Back at MIT, Sasisekharan’s lab, however weakened, was doing its own work on Omicron — and coming to a starkly different conclusion. In a paper uploaded to a preprint server Dec. 8, Sasisekharan, Raman, and the two remaining members of their lab analyzed the structure of Omicron and concluded that its mutations would directly scuttle the efficacy of the Lilly and Regeneron antibodies and, due to a complicated biological chain reaction, indirectly make Adagio’s treatment substantially weaker.
A week later, Adagio came to the same conclusion. Lab tests of ADG20 revealed it was 300-fold less potent against Omicron than it was against the original strain of SARS-CoV-2, the company said in a press release. While Omicron’s individual mutations didn’t seem poised nullify the antibody’s effects, “new data show that the combination of mutations present in the Omicron spike protein led to a reduction in ADG20 neutralization that was not suggested by prior data,” Gerngross said in a statement, echoing the findings of Sasisekharan’s lab.
Adagio’s about-face decimated its stock price and set in motion shareholder lawsuits. Gerngross resigned from his role as CEO in early 2022, after which the Peter Thiel-founded venture fund Mithril Capital ran a successful campaign to overhaul the company’s board. In September, Adagio changed its name to Invivyd.
By March 2023, when MIT publicly exonerated Sasisekharan, all of Gerngross’ co-founders had left Invivyd, and the company traded for about $1.50 per share.

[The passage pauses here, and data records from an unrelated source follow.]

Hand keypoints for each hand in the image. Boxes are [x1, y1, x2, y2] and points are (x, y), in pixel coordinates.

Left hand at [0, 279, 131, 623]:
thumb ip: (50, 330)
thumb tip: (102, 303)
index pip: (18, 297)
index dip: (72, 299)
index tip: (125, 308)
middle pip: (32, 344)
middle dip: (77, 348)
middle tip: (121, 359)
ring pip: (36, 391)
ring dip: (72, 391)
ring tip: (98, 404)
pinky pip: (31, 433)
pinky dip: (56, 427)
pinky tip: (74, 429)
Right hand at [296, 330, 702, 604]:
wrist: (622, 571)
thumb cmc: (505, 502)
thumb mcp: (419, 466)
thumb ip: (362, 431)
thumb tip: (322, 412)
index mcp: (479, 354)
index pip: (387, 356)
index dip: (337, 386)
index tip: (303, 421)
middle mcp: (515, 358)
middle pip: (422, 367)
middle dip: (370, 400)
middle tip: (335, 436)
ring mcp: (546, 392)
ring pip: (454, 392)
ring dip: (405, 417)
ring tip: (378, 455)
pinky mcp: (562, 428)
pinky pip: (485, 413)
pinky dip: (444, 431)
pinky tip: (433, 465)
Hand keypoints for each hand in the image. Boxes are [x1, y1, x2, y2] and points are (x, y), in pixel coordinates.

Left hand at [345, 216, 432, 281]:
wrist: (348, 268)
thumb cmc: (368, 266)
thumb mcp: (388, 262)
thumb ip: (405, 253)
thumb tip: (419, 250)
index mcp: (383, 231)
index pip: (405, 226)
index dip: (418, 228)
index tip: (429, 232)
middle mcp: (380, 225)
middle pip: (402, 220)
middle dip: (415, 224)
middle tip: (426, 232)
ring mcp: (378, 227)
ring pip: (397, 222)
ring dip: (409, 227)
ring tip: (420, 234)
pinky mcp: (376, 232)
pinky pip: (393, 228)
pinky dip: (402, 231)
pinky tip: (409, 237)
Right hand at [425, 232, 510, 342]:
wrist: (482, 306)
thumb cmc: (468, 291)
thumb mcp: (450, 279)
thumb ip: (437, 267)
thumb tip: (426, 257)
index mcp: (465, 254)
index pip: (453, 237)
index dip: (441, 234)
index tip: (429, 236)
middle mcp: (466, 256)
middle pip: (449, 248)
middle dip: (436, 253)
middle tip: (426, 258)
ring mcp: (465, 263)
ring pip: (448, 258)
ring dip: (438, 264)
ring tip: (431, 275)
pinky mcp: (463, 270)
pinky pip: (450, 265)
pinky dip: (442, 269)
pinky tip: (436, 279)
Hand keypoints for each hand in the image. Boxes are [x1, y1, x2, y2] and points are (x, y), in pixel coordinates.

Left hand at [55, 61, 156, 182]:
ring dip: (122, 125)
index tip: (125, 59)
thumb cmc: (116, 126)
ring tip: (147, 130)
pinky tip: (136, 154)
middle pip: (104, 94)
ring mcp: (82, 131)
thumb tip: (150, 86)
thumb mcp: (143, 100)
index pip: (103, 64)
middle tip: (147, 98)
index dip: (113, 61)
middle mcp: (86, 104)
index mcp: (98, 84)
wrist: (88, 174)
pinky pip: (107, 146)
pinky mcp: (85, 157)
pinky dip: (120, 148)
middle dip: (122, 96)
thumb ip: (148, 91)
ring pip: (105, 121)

To Paul Schimmel, a Scripps Research chemistry professor who counts both Sasisekharan and Gerngross as friends, the whole affair exposes a failure in academic policy. MIT had no control over Gerngross’ public statements during its investigation, but there’s no clear reason it needed nearly four years to come to a conclusion, he said.

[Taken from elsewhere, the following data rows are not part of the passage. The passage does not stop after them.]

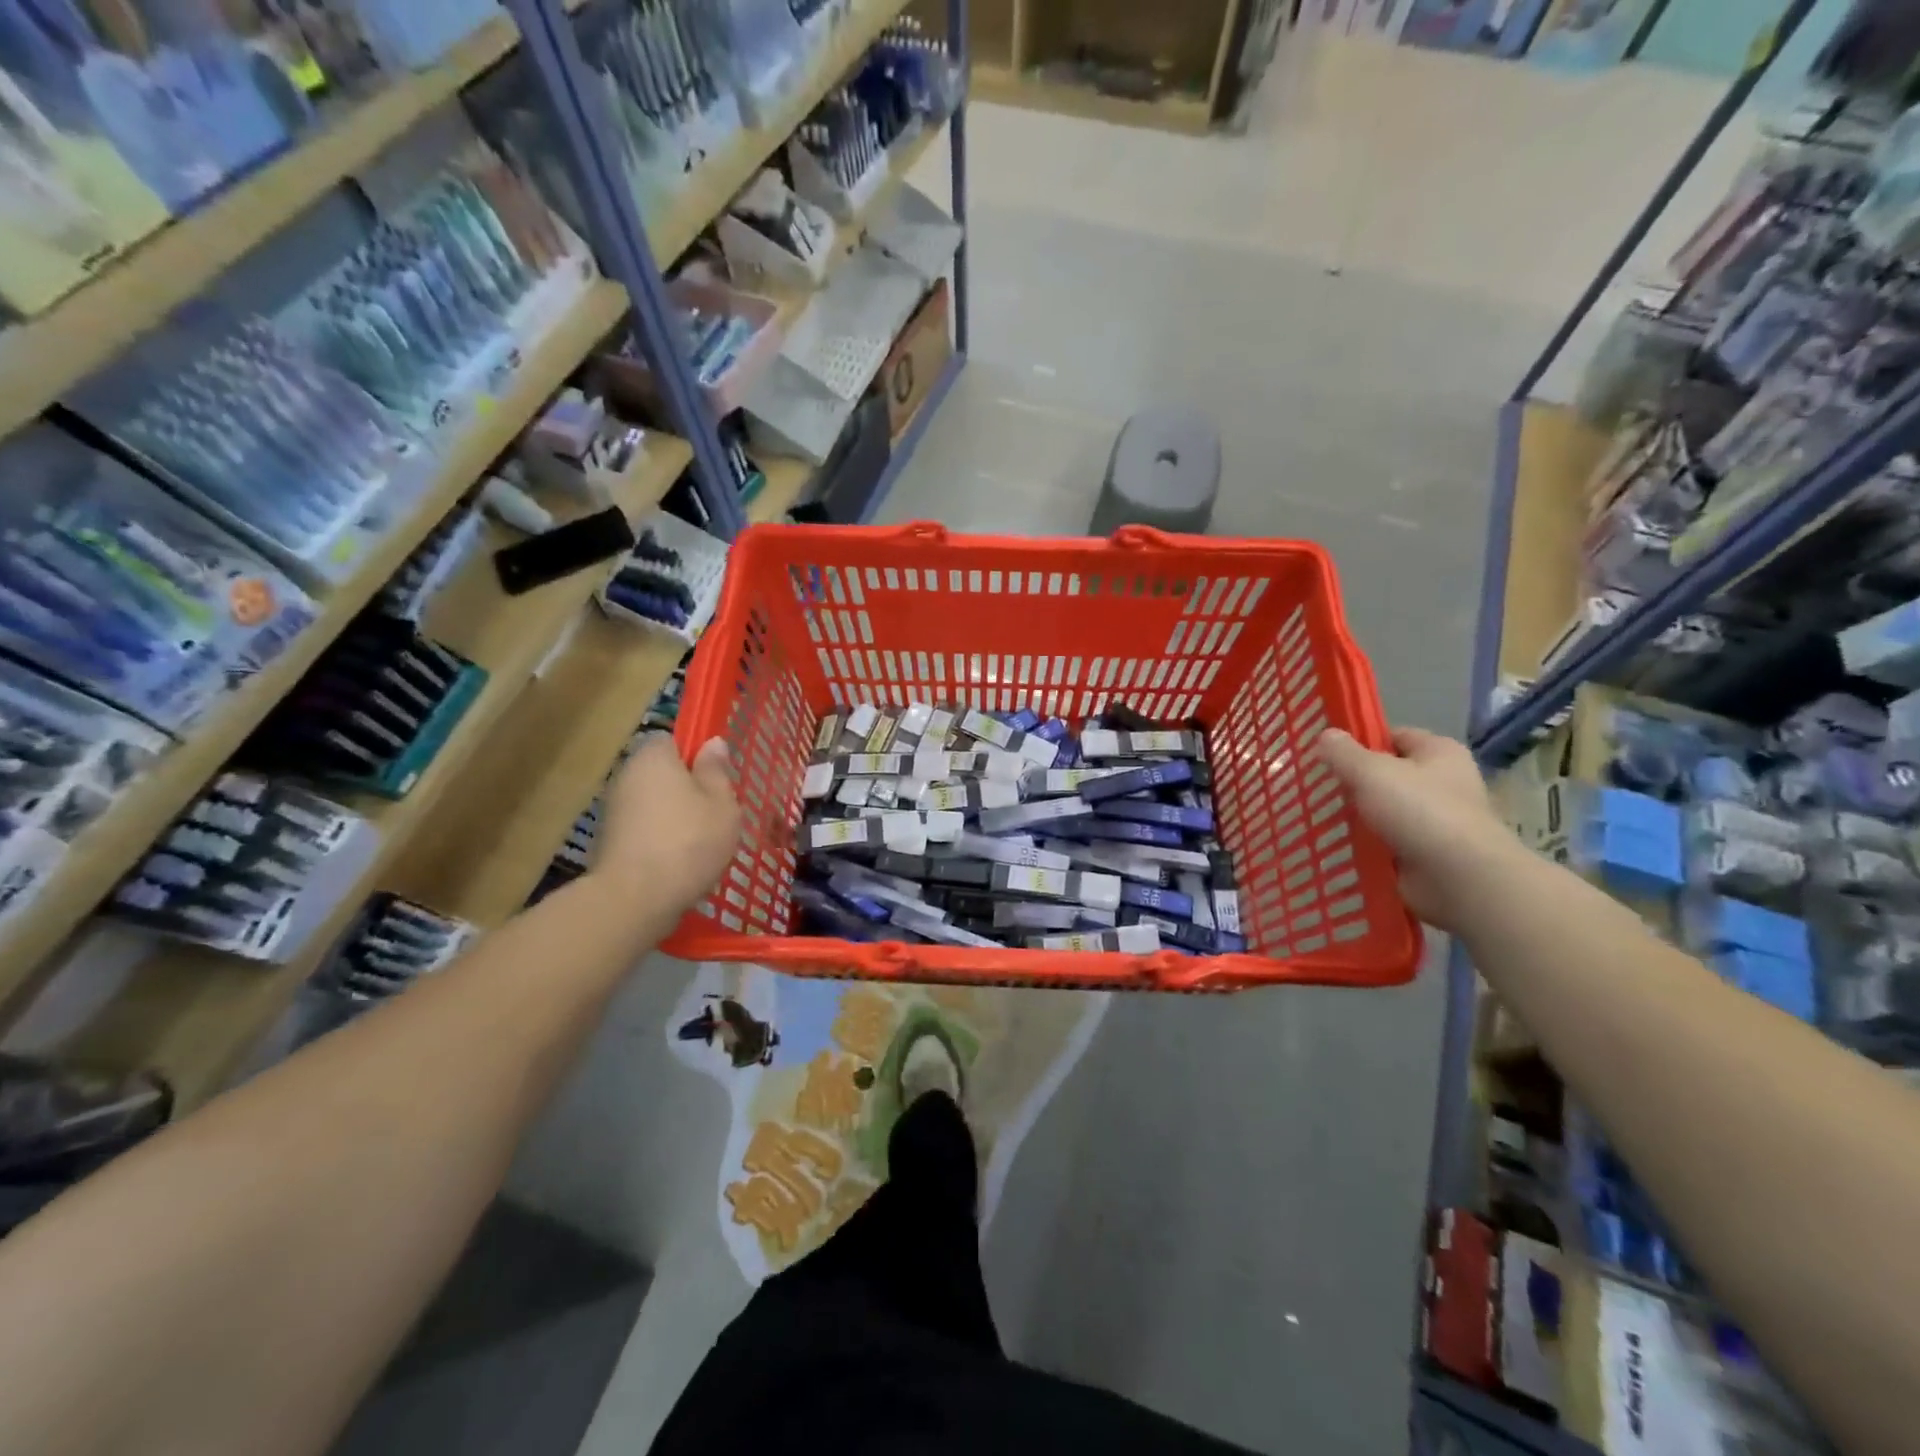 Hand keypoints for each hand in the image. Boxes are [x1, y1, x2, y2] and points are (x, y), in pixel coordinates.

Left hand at [592, 734, 740, 918]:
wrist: (635, 899)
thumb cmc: (689, 841)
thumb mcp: (722, 803)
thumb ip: (717, 770)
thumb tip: (713, 742)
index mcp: (654, 757)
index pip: (673, 740)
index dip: (696, 756)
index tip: (716, 779)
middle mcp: (627, 775)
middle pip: (663, 773)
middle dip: (687, 789)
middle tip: (716, 814)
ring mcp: (614, 810)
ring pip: (654, 804)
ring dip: (674, 817)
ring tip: (701, 843)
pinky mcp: (609, 842)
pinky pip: (644, 830)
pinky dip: (660, 840)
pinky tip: (680, 862)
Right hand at [1314, 727, 1520, 932]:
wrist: (1459, 877)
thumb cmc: (1419, 810)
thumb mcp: (1371, 772)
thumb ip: (1343, 752)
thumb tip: (1325, 735)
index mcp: (1439, 752)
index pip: (1394, 736)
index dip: (1361, 742)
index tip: (1327, 754)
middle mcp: (1443, 782)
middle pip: (1388, 774)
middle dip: (1354, 781)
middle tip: (1317, 786)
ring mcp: (1436, 820)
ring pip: (1385, 809)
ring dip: (1358, 815)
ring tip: (1317, 815)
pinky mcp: (1426, 852)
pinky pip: (1387, 840)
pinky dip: (1366, 842)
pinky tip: (1337, 843)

“Things like this should be dealt with immediately so that faculty and postdocs and grad students don’t have this sense every time they go before a group that there’s a cloud over them,” Schimmel said. “I hope that’s the main lesson that’s learned here: The time frame is not acceptable.”
Sasisekharan, now out from under MIT’s cone of silence, declined to weigh in on the fate of Adagio, citing a preference “not to engage in negative things.” His focus now is putting his lab back together, he said, and on advocating for policy changes that might stop internal inquiries from derailing academic careers.
“What if this had happened to junior faculty?” Sasisekharan said. “Are they equipped to deal with this? It’s uncharted territory, and people don’t know how to talk about it.”
MIT’s leadership privately acknowledged that the investigation should not have taken so long, Sasisekharan said, but he would not go into details of how the process unfolded, pointing to the school’s confidentiality policy. MIT apologized for the damage done to his lab, Sasisekharan said, and committed to help him restore his reputation and rebuild his network of junior scientists.
“It’s a journey,” Sasisekharan said. “It’s not an overnight thing. It’s going to take some time.”